Welch’s own best advisor, a business acquaintance, told him to ‘Be yourself’; that is, remember how you got where you are, and don’t pretend to be someone else, especially when you get all the way to the top. The background of your best adviser, to judge by the Gang of 29, is most likely, like Welch’s, to be business. That may be coincidental; fathers or bosses are obvious and frequently excellent sources of advice; the former are often in business, the latter, of course, always. Both types are likely to be father-figures, even when there is no parental connection.

LOVE THAT JOB

However, the authentic father-figures are no use if they act the domineering, prescriptive parent of fact and fiction. Rather, the good ones encourage offspring to do what they really want. Anything else would contradict an attractive theme that runs through the 29, epitomised by TV anchor man Ted Koppel (‘Do what you love’) and ad-man Donny Deutsch (‘If you love something, the money will come’). The burden of Drucker’s invaluable advice to author Collins was to give up any idea of starting his own organisation and concentrate on what he would enjoy most.

There are other wise and pragmatic counsels among the 29 - one of them in reverse. Warren Buffett stepped on the road to the world’s greatest investment fortune by disobeying, not one mentor, but two: his guru and teacher, Ben Graham, and his own father. In 1951 both men advised young Warren that the stock market was too high, and that he should stay clear. He disobeyed - but in doing so followed their most important advice, which most people find exceptionally hard.

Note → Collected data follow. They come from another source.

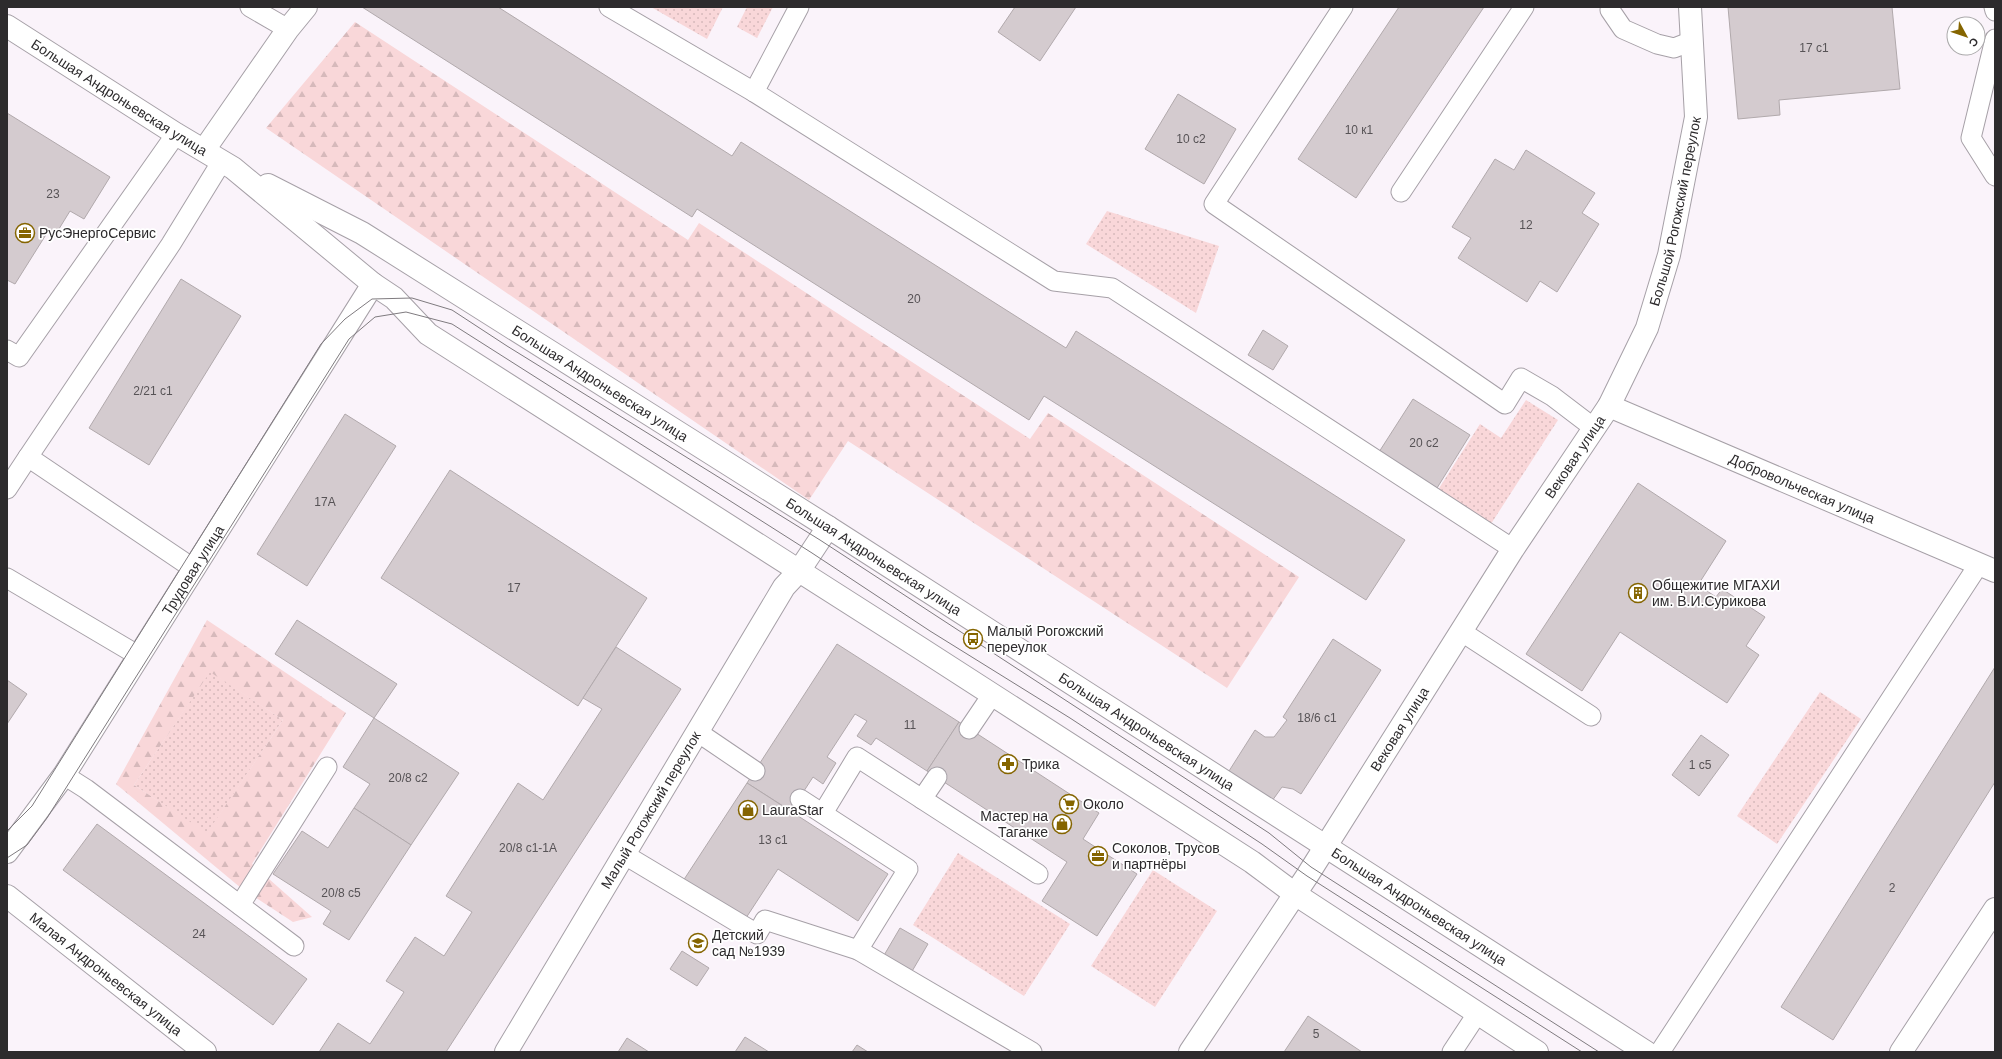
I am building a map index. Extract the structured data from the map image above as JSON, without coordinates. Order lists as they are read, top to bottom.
{
  "streets": {
    "street": [
      "Большая Андроньевская улица",
      "Большой Рогожский переулок",
      "Вековая улица",
      "Добровольческая улица",
      "Трудовая улица",
      "Малый Рогожский переулок",
      "Малая Андроньевская улица"
    ]
  },
  "crossings": [
    ["Большая Андроньевская улица", "Вековая улица"],
    ["Большая Андроньевская улица", "Трудовая улица"],
    ["Большая Андроньевская улица", "Малый Рогожский переулок"],
    ["Большой Рогожский переулок", "Вековая улица"],
    ["Большой Рогожский переулок", "Добровольческая улица"],
    ["Вековая улица", "Добровольческая улица"]
  ],
  "places": {
    "office": ["РусЭнергоСервис", "Соколов, Трусов и партнёры"],
    "building": ["Общежитие МГАХИ им. В.И.Сурикова"],
    "bus stop": ["Малый Рогожский переулок"],
    "pharmacy": ["Трика"],
    "supermarket": ["Около"],
    "shop": ["LauraStar", "Мастер на Таганке"],
    "school or university": ["Детский сад №1939"]
  },
  "house_numbers": [
    "17 с1",
    "10 к1",
    "10 с2",
    "23",
    "12",
    "20",
    "2/21 с1",
    "20 с2",
    "17А",
    "17",
    "18/6 с1",
    "11",
    "1 с5",
    "20/8 с2",
    "13 с1",
    "20/8 с1-1А",
    "2",
    "20/8 с5",
    "24",
    "5"
  ],
  "north": "bottom right"
}
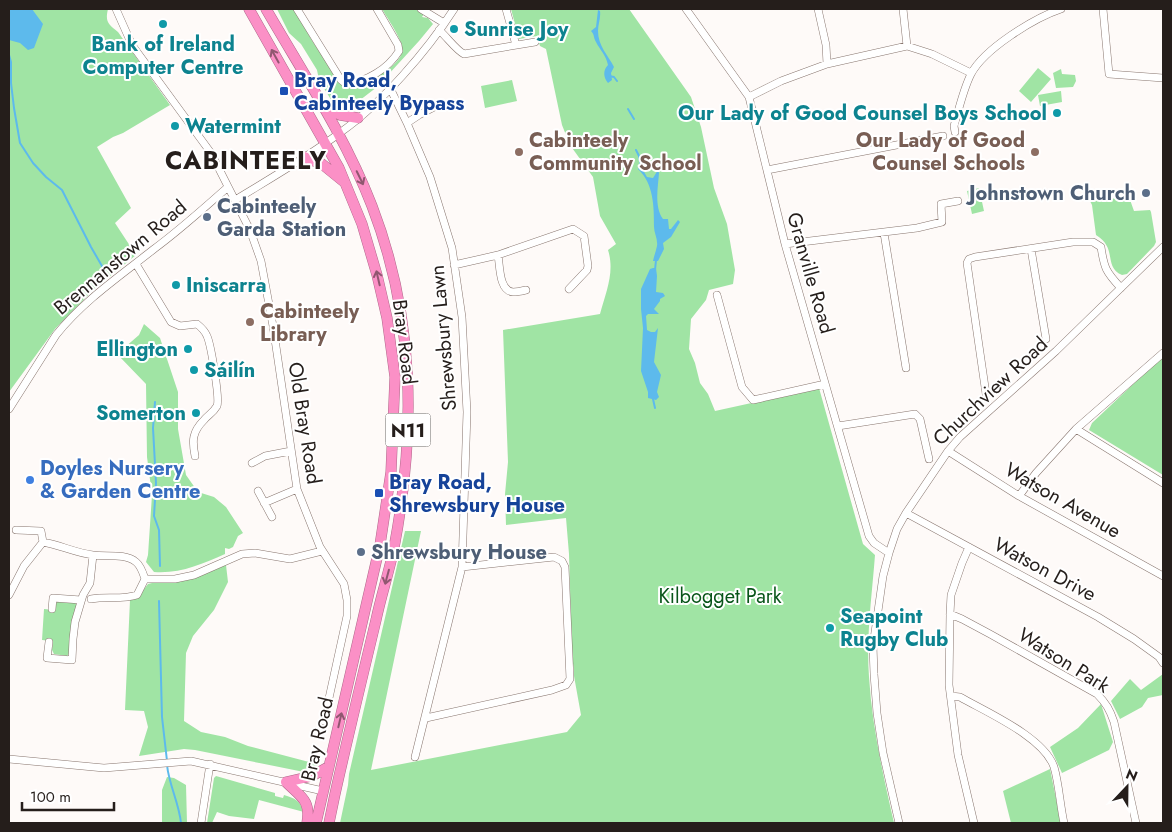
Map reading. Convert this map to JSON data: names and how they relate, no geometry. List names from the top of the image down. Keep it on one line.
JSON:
{"streets":{"highway":["Bray Road","N11"],"street":["Brennanstown Road","Granville Road","Shrewsbury Lawn","Churchview Road","Old Bray Road","Watson Avenue","Watson Drive","Watson Park"]},"crossings":[["Brennanstown Road","Old Bray Road"],["Granville Road","Churchview Road"],["Churchview Road","Watson Avenue"],["Churchview Road","Watson Drive"]],"districts":["CABINTEELY"],"parks":["Kilbogget Park"],"places":{"other":["Bank of Ireland Computer Centre","Sunrise Joy","Our Lady of Good Counsel Boys School","Watermint","Cabinteely Community School","Our Lady of Good Counsel Schools","Johnstown Church","Cabinteely Garda Station","Iniscarra","Cabinteely Library","Ellington","Sáilín","Somerton","Doyles Nursery & Garden Centre","Shrewsbury House","Seapoint Rugby Club"],"transit":["Bray Road, Cabinteely Bypass","Bray Road, Shrewsbury House"]},"scale_bar":"100 m","north":"top"}
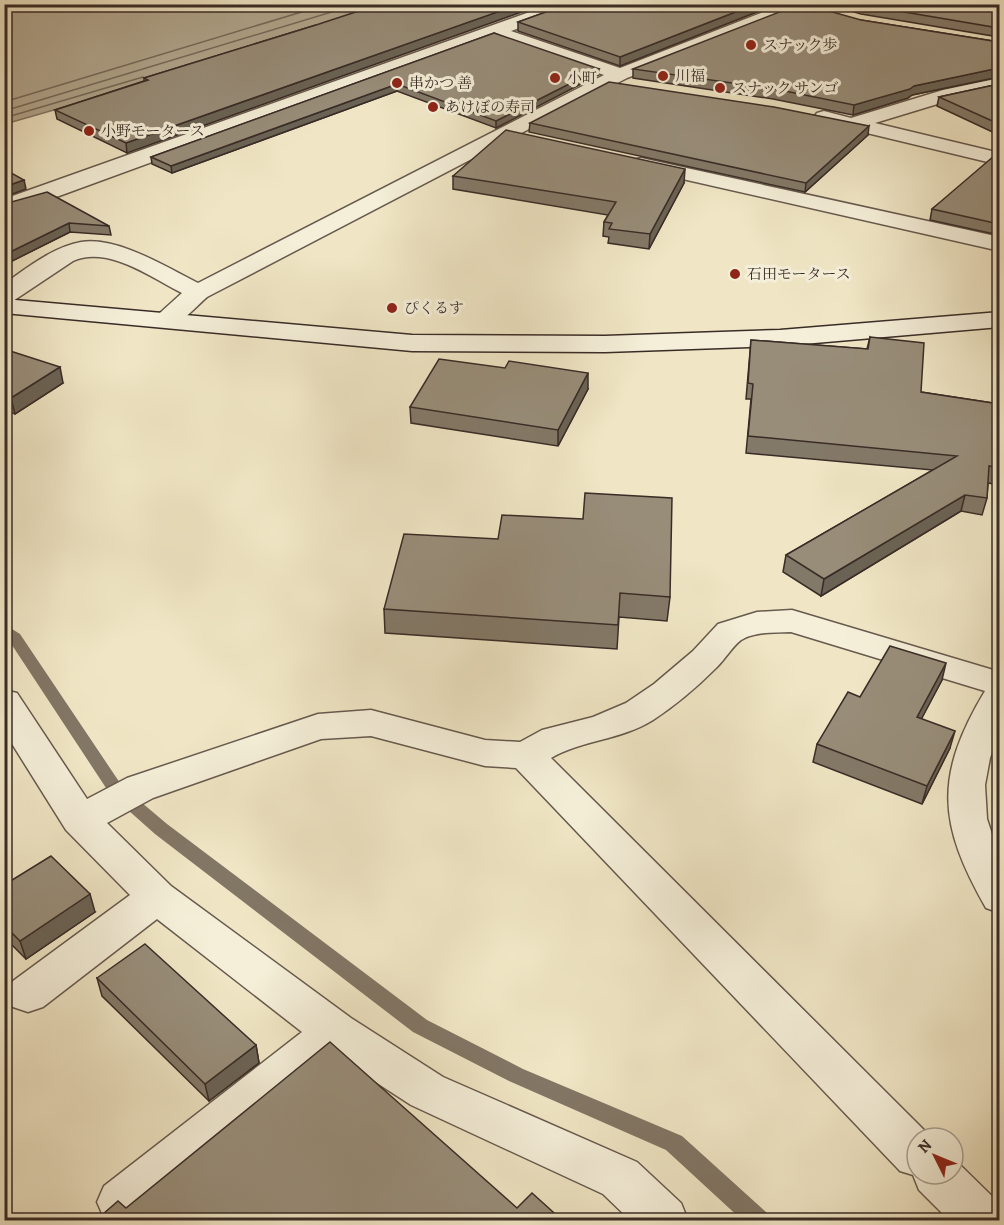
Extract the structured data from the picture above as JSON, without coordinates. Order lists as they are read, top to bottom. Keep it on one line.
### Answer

‘You’re right not because others agree with you, but because your facts are right’. The words are Graham’s, but the thinking is fundamental. In management, as in all life, there is at any given moment an accurate, factual description of events which can be discerned and described by logical analysis. The nearer you can get to that truth, and the closer your actions to what the truth demands, the better you will do - in anything.

Andy Grove, Intel’s genius CEO, followed this faith when his life was threatened by prostate cancer. Experience as a trainee engineer had taught him, in his professor’s words, that ‘When “everyone knows” something to be true, it means that nobody knows nothin’. That was the case with Grove’s cancer; he did all his own research - and survived.

Reduced to one-liners, some of the other advice received by the 29, while sound as a bell, hardly ranks among the World’s Great Thoughts. ‘Balance your work with your family’: ‘Let others take the credit’: ‘Have the courage to stick with a tough job’: ‘Don’t listen to nay sayers’: ‘You can learn from anyone’. You might find these in a cracker, but you couldn’t build a career on them - not even ‘Recognise the skill and traits you don’t possess, and hire people who have them’.

That sounds like a statement of the obvious, even when you know that, uttered by the leadership guru Warren Bennis, it had a great influence on Howard Schultz of Starbucks - who has used Bennis as a (presumably paid) adviser for many years. Enough of the 29 have such relationships to confirm, as noted earlier, that having a professional mentor is no fad. As your career matures, the frank advice of someone you trust is an antidote to arrogance, prejudice, inability to face uncomfortable truths and perplexity.

SPECIFIC ADVICE

Professional advisors can also be superb mentors. Sumner Redstone, the omnipotent boss of Viacom, has known and used Ace Greenberg of bankers Bear Stearns for over 15 years. But I’m sure that Greenberg’s specific advice on Redstone’s deals was more valuable than this; ‘Follow your own instincts, not those of people who see the world differently’. Redstone is an exemplar of common traits of the 29. They know who and what they are, trust their instincts, and rarely need any second bidding to follow them. Nor should you.

Two thoughts stick out, though. Klaus Kleinfeld, the new head of Siemens, always envisions the outcome of his proposed actions two years on. He’s right to do so.

And what advice does Peter Drucker, mentor of mentors, value most? That of his first editor, who told him, in effect, ‘Get good - or get out!’ Advice learnt in youth thus stays a long, long time - but it’s the value of how you use it, not the advice, that truly counts.